* [What you are asked to do]: Nothing but the pictures gets dropped; retype every entry exactly.

============

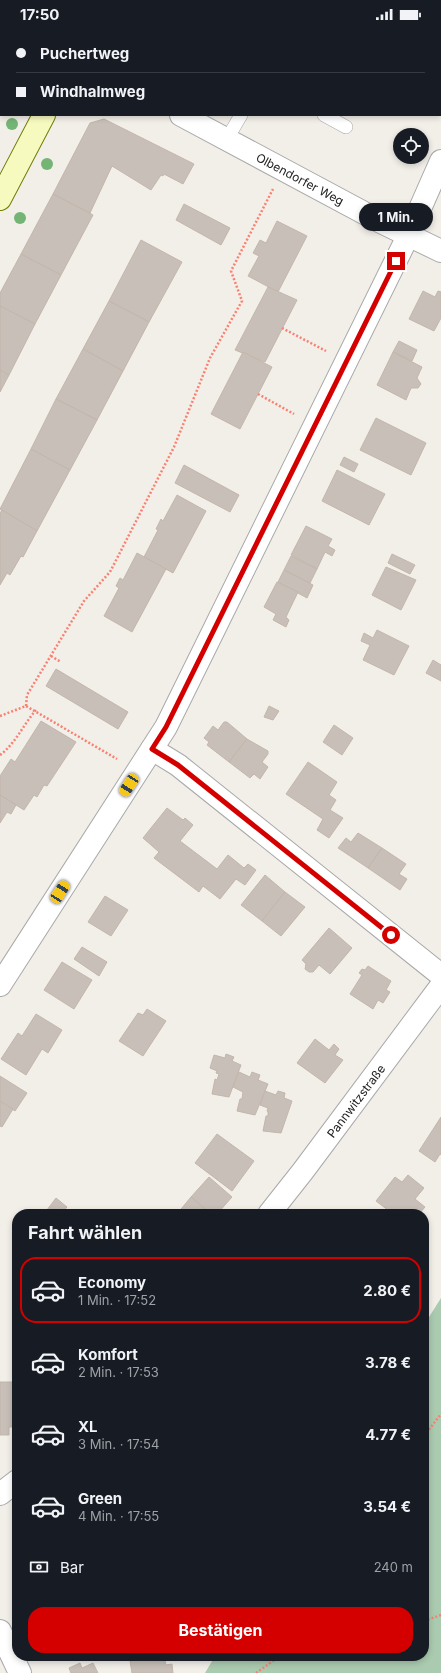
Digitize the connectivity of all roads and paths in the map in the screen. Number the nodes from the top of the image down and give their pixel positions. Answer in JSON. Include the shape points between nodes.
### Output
{"nodes":[{"id":1,"x":43,"y":116,"type":"edge"},
{"id":2,"x":183,"y":116,"type":"edge"},
{"id":3,"x":240,"y":116,"type":"edge"},
{"id":4,"x":326,"y":116,"type":"edge"},
{"id":5,"x":346,"y":127,"type":"dead end"},
{"id":6,"x":228,"y":139,"type":"junction"},
{"id":7,"x":441,"y":161,"type":"edge"},
{"id":8,"x":276,"y":181,"type":"dead end"},
{"id":9,"x":0,"y":199,"type":"edge"},
{"id":10,"x":408,"y":236,"type":"junction"},
{"id":11,"x":441,"y":251,"type":"edge"},
{"id":12,"x":282,"y":328,"type":"dead end"},
{"id":13,"x":332,"y":354,"type":"dead end"},
{"id":14,"x":258,"y":394,"type":"dead end"},
{"id":15,"x":301,"y":417,"type":"dead end"},
{"id":16,"x":51,"y":656,"type":"junction"},
{"id":17,"x":61,"y":662,"type":"dead end"},
{"id":18,"x":26,"y":706,"type":"junction"},
{"id":19,"x":36,"y":710,"type":"junction"},
{"id":20,"x":0,"y":716,"type":"edge"},
{"id":21,"x":152,"y":749,"type":"junction"},
{"id":22,"x":0,"y":755,"type":"edge"},
{"id":23,"x":124,"y":763,"type":"dead end"},
{"id":24,"x":441,"y":975,"type":"edge"},
{"id":25,"x":0,"y":985,"type":"edge"},
{"id":26,"x":441,"y":986,"type":"edge"},
{"id":27,"x":273,"y":1209,"type":"edge"},
{"id":28,"x":441,"y":1414,"type":"edge"},
{"id":29,"x":429,"y":1430,"type":"edge"},
{"id":30,"x":12,"y":1485,"type":"edge"},
{"id":31,"x":0,"y":1494,"type":"edge"},
{"id":32,"x":441,"y":1615,"type":"edge"},
{"id":33,"x":429,"y":1619,"type":"edge"},
{"id":34,"x":0,"y":1631,"type":"edge"},
{"id":35,"x":12,"y":1656,"type":"edge"},
{"id":36,"x":14,"y":1661,"type":"edge"},
{"id":37,"x":273,"y":1661,"type":"edge"},
{"id":38,"x":20,"y":1673,"type":"edge"},
{"id":39,"x":256,"y":1673,"type":"edge"}],
"edges":[{"from":1,"to":9,"type":"main road"},
{"from":2,"to":6,"type":"street","name":"Olbendorfer Weg"},
{"from":3,"to":6,"type":"lane"},
{"from":4,"to":5,"type":"lane"},
{"from":6,"to":10,"type":"street","name":"Olbendorfer Weg"},
{"from":7,"to":10,"type":"street"},
{"from":8,"to":16,"type":"path","via":[[231,271],[242,301],[210,358],[174,447],[110,572],[84,601]]},
{"from":10,"to":11,"type":"street","name":"Olbendorfer Weg"},
{"from":10,"to":21,"type":"street","via":[[166,727]]},
{"from":12,"to":13,"type":"path"},
{"from":14,"to":15,"type":"path"},
{"from":16,"to":17,"type":"path"},
{"from":16,"to":18,"type":"path","via":[[27,695]]},
{"from":18,"to":19,"type":"path"},
{"from":18,"to":20,"type":"path"},
{"from":19,"to":22,"type":"path","via":[[12,746]]},
{"from":19,"to":23,"type":"path"},
{"from":21,"to":24,"type":"street","via":[[190,775]]},
{"from":21,"to":25,"type":"street"},
{"from":26,"to":27,"type":"street","name":"Pannwitzstraße"},
{"from":28,"to":29,"type":"path"},
{"from":30,"to":31,"type":"street"},
{"from":32,"to":33,"type":"path"},
{"from":34,"to":35,"type":"street"},
{"from":36,"to":38,"type":"street"},
{"from":37,"to":39,"type":"path"}]}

============

* [Reply to the task]:
Digitize the connectivity of all roads and paths in the map in the screen. Number the nodes from the top of the image down and give their pixel positions. Answer in JSON. Include the shape points between nodes.
### Output
{"nodes":[{"id":1,"x":43,"y":116,"type":"edge"},
{"id":2,"x":183,"y":116,"type":"edge"},
{"id":3,"x":240,"y":116,"type":"edge"},
{"id":4,"x":326,"y":116,"type":"edge"},
{"id":5,"x":346,"y":127,"type":"dead end"},
{"id":6,"x":228,"y":139,"type":"junction"},
{"id":7,"x":441,"y":161,"type":"edge"},
{"id":8,"x":276,"y":181,"type":"dead end"},
{"id":9,"x":0,"y":199,"type":"edge"},
{"id":10,"x":408,"y":236,"type":"junction"},
{"id":11,"x":441,"y":251,"type":"edge"},
{"id":12,"x":282,"y":328,"type":"dead end"},
{"id":13,"x":332,"y":354,"type":"dead end"},
{"id":14,"x":258,"y":394,"type":"dead end"},
{"id":15,"x":301,"y":417,"type":"dead end"},
{"id":16,"x":51,"y":656,"type":"junction"},
{"id":17,"x":61,"y":662,"type":"dead end"},
{"id":18,"x":26,"y":706,"type":"junction"},
{"id":19,"x":36,"y":710,"type":"junction"},
{"id":20,"x":0,"y":716,"type":"edge"},
{"id":21,"x":152,"y":749,"type":"junction"},
{"id":22,"x":0,"y":755,"type":"edge"},
{"id":23,"x":124,"y":763,"type":"dead end"},
{"id":24,"x":441,"y":975,"type":"edge"},
{"id":25,"x":0,"y":985,"type":"edge"},
{"id":26,"x":441,"y":986,"type":"edge"},
{"id":27,"x":273,"y":1209,"type":"edge"},
{"id":28,"x":441,"y":1414,"type":"edge"},
{"id":29,"x":429,"y":1430,"type":"edge"},
{"id":30,"x":12,"y":1485,"type":"edge"},
{"id":31,"x":0,"y":1494,"type":"edge"},
{"id":32,"x":441,"y":1615,"type":"edge"},
{"id":33,"x":429,"y":1619,"type":"edge"},
{"id":34,"x":0,"y":1631,"type":"edge"},
{"id":35,"x":12,"y":1656,"type":"edge"},
{"id":36,"x":14,"y":1661,"type":"edge"},
{"id":37,"x":273,"y":1661,"type":"edge"},
{"id":38,"x":20,"y":1673,"type":"edge"},
{"id":39,"x":256,"y":1673,"type":"edge"}],
"edges":[{"from":1,"to":9,"type":"main road"},
{"from":2,"to":6,"type":"street","name":"Olbendorfer Weg"},
{"from":3,"to":6,"type":"lane"},
{"from":4,"to":5,"type":"lane"},
{"from":6,"to":10,"type":"street","name":"Olbendorfer Weg"},
{"from":7,"to":10,"type":"street"},
{"from":8,"to":16,"type":"path","via":[[231,271],[242,301],[210,358],[174,447],[110,572],[84,601]]},
{"from":10,"to":11,"type":"street","name":"Olbendorfer Weg"},
{"from":10,"to":21,"type":"street","via":[[166,727]]},
{"from":12,"to":13,"type":"path"},
{"from":14,"to":15,"type":"path"},
{"from":16,"to":17,"type":"path"},
{"from":16,"to":18,"type":"path","via":[[27,695]]},
{"from":18,"to":19,"type":"path"},
{"from":18,"to":20,"type":"path"},
{"from":19,"to":22,"type":"path","via":[[12,746]]},
{"from":19,"to":23,"type":"path"},
{"from":21,"to":24,"type":"street","via":[[190,775]]},
{"from":21,"to":25,"type":"street"},
{"from":26,"to":27,"type":"street","name":"Pannwitzstraße"},
{"from":28,"to":29,"type":"path"},
{"from":30,"to":31,"type":"street"},
{"from":32,"to":33,"type":"path"},
{"from":34,"to":35,"type":"street"},
{"from":36,"to":38,"type":"street"},
{"from":37,"to":39,"type":"path"}]}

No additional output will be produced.